← sarfata.org archive · September 15, 2002
Parce que ce documentaire m'a marqué, et parce qu'une recherche rapide sur Internet ne m'a pas permis de trouver plus d'informations sur Isabelle Achour, j'archive ici le résumé du documentaire tel qu'il apparaissait sur le site de Planète.

Si vous disposez de plus d'informations sur Isabelle Achour ; ou si vous avez des adresses de sites internet plus détaillés, envoyez les moi : je les ajouterai à cette page.
Thomas Sarlandie <sarfata@altern.org>
(dimanche 15 septembre 2002)


UNE MORT SANS IMPORTANCE
Film de Martine Laroche Joubert (2001)
UNE COPRODUCTION PLANETE/TAXI PRODUCTION
Diffusion le mercredi 3 juillet à 21h00

Isabelle Achour, en mission pour l'Office Humanitaire de la Communauté Européenne (ECHO) en Serbie, est assassinée à Nis le 4 août 1994. Son amie journaliste, Martine Laroche Joubert contre-enquête sur les circonstances mystérieuses de sa mort et rend hommage à cette femme courageuse.

En 1994, la mort d'Isabelle Achour est passée inaperçue en France.
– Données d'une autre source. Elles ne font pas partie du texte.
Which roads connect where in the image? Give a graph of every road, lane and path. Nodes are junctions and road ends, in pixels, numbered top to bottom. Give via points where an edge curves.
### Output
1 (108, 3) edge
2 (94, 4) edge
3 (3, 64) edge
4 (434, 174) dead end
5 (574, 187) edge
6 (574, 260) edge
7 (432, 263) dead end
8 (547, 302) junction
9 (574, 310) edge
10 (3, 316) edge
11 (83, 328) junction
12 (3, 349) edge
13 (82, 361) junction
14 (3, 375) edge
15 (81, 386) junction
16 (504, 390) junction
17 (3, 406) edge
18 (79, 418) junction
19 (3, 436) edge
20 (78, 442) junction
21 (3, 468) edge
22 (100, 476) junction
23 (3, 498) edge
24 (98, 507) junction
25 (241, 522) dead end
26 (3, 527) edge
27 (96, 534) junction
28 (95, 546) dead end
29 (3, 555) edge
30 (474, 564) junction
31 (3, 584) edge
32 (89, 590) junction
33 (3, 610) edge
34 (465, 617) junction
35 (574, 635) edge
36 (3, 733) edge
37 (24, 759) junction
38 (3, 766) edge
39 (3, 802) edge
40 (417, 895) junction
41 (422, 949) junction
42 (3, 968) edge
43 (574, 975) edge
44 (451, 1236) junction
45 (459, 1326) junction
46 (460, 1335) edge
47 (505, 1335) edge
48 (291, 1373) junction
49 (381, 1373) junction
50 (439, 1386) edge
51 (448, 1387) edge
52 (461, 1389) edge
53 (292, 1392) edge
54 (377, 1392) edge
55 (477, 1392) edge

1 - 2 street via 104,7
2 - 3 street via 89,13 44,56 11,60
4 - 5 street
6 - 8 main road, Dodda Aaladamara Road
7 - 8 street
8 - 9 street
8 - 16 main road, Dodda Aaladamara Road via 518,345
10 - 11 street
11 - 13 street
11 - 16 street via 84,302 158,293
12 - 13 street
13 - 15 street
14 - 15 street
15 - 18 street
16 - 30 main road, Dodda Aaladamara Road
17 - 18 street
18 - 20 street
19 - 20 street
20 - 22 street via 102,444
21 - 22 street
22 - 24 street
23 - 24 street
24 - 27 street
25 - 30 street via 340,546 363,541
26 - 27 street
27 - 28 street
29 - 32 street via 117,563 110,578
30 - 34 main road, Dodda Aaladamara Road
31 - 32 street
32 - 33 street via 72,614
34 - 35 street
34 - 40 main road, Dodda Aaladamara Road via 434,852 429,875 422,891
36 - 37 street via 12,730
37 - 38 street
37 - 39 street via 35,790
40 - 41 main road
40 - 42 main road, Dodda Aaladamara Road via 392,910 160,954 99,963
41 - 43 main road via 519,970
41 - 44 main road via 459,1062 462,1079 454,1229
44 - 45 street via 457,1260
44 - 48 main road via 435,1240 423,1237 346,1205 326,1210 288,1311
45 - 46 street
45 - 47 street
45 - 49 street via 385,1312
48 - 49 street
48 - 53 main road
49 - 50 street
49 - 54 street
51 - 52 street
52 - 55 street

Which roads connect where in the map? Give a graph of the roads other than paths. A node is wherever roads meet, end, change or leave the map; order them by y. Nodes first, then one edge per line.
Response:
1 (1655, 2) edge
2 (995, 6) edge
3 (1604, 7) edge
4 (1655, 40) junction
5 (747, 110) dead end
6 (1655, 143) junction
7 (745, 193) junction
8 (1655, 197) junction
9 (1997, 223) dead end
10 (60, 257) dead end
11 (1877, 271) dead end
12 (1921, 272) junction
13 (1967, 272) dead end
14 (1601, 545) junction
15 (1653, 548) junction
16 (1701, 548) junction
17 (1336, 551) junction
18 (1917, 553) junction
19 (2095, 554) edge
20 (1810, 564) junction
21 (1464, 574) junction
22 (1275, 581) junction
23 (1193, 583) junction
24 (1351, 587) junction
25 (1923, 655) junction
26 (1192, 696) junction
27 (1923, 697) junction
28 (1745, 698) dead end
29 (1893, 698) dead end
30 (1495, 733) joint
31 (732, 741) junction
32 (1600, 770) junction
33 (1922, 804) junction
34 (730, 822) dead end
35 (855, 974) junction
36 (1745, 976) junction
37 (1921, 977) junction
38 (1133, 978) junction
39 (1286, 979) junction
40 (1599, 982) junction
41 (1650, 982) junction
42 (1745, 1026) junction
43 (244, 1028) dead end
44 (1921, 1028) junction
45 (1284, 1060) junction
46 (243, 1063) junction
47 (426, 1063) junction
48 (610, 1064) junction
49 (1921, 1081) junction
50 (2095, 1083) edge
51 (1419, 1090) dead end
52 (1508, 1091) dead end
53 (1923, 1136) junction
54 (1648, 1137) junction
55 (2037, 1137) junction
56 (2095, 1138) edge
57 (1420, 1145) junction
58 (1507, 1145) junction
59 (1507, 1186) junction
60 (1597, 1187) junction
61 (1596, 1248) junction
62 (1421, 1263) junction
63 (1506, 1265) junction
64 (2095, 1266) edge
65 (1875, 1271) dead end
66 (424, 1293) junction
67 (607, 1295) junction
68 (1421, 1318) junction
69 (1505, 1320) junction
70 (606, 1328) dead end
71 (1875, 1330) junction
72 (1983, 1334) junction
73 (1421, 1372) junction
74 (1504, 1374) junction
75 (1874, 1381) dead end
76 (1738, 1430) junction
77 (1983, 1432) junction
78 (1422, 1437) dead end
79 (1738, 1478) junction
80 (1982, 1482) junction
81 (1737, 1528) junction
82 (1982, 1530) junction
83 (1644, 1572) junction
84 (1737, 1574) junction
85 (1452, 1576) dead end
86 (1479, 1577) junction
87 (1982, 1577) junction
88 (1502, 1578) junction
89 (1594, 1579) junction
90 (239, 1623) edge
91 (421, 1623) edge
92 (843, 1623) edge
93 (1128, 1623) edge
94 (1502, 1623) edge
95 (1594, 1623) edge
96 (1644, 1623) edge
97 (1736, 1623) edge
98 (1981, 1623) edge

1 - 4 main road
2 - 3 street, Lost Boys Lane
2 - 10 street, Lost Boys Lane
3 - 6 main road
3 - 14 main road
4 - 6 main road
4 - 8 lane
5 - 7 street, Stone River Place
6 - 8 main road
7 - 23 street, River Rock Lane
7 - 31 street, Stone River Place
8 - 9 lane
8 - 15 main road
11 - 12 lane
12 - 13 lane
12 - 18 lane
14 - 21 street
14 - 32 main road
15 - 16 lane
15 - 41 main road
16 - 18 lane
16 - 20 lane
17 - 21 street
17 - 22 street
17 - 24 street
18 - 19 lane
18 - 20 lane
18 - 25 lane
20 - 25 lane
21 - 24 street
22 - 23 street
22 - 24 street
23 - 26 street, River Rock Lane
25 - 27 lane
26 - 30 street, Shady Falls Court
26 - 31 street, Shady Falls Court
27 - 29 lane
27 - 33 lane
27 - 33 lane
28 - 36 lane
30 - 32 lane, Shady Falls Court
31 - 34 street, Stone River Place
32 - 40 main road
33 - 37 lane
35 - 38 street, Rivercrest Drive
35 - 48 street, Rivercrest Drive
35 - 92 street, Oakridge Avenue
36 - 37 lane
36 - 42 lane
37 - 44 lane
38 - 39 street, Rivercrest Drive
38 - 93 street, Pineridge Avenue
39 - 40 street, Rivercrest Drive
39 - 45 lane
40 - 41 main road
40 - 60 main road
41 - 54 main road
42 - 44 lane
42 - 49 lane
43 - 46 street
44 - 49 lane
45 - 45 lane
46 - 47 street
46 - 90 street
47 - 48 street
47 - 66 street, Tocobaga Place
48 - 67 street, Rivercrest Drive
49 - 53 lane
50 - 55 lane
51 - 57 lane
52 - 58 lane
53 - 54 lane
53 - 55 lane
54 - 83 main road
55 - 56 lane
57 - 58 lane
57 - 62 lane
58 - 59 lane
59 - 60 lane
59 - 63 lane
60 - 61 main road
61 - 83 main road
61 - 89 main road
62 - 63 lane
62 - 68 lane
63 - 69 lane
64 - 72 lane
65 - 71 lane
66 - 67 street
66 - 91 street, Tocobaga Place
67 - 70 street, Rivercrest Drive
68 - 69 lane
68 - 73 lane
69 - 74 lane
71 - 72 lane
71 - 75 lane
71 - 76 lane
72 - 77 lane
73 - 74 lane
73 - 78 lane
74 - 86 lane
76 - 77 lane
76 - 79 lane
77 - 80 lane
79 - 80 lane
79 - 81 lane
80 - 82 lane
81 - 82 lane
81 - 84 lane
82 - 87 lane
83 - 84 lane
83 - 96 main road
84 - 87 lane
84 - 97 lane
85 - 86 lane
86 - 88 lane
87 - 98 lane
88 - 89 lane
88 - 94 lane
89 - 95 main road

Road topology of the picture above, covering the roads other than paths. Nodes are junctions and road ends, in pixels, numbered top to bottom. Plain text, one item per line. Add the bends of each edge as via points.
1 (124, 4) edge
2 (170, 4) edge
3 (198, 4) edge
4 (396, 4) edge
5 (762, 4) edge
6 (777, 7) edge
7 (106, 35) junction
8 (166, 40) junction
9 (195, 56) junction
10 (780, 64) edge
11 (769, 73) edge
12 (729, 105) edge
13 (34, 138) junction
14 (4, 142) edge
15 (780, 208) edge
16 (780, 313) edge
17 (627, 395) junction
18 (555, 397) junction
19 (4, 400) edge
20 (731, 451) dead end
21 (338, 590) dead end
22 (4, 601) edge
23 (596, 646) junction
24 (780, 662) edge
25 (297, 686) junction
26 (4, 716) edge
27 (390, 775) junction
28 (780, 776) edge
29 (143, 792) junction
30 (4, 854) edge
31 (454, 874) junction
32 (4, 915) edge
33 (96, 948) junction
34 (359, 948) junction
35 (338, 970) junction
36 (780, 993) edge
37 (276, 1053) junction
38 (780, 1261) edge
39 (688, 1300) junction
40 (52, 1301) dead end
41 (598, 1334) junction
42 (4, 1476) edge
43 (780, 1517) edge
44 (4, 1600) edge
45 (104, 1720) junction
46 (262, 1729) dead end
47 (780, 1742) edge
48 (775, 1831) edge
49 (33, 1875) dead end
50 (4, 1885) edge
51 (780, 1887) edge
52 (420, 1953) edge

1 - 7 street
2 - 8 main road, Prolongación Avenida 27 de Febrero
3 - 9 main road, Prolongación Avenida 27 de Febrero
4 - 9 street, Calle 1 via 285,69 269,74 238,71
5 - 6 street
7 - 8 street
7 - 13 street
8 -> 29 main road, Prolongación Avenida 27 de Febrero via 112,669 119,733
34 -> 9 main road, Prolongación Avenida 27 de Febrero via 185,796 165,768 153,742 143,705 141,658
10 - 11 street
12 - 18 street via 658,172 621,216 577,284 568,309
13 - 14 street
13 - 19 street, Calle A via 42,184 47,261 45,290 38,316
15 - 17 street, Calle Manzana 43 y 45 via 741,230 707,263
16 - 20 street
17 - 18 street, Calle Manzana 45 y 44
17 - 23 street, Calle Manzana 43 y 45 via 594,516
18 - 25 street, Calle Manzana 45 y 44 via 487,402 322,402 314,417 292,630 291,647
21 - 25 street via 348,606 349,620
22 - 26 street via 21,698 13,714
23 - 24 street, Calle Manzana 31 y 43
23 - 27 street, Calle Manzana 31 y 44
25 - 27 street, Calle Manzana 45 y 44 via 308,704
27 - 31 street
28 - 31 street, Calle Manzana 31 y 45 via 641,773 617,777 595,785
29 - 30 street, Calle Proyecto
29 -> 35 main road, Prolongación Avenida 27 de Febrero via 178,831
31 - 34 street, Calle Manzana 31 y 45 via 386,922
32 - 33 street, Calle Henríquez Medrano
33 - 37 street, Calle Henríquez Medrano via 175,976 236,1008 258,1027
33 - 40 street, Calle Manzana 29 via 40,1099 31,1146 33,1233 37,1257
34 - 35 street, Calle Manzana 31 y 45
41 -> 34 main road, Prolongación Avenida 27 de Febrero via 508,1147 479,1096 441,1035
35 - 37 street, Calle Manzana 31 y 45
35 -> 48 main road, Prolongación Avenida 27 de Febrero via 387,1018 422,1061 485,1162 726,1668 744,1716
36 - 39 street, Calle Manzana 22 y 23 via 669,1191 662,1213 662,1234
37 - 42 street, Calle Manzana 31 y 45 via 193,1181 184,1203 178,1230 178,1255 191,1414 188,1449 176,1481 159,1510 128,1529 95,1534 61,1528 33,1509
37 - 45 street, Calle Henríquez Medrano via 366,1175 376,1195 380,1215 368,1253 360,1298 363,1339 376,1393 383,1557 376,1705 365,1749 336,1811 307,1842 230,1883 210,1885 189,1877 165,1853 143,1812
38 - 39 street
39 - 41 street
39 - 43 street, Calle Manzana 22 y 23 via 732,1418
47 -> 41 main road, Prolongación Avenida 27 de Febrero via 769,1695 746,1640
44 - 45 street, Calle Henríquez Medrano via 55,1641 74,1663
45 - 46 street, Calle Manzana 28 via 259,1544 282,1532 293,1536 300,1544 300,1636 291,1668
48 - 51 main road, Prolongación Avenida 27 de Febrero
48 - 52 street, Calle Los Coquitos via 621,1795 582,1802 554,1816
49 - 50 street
Pourtant, de nombreuses incohérences apparaissent dans le rapport officiel du procureur serbe et l'ambassade de France en Serbie n'a pas vérifié sur le terrain son enquête. D'après la police locale, Isabelle et le fils de son professeur ont été tués par un repris de justice qui s'est ensuite suicidé. Leurs trois corps ont été retrouvés dans la voiture de fonction de l'ONU d'Isabelle. Accident, bavure policière ou complot : Martine Laroche Joubert explore les hypothèses possibles pour expliquer l'assassinat de la jeune femme, témoignages à l'appui.

La journaliste a rencontré Isabelle en Bosnie en 1992, lorsque la jeune femme, à force de pugnacité, parvient à établir un couloir humanitaire pour acheminer des médicaments dans Sarajevo assiégée. Elle entre dans l'enfer de la capitale bosniaque au volant d'un petit camion, accompagnée de Martine Laroche Joubert et de son caméraman.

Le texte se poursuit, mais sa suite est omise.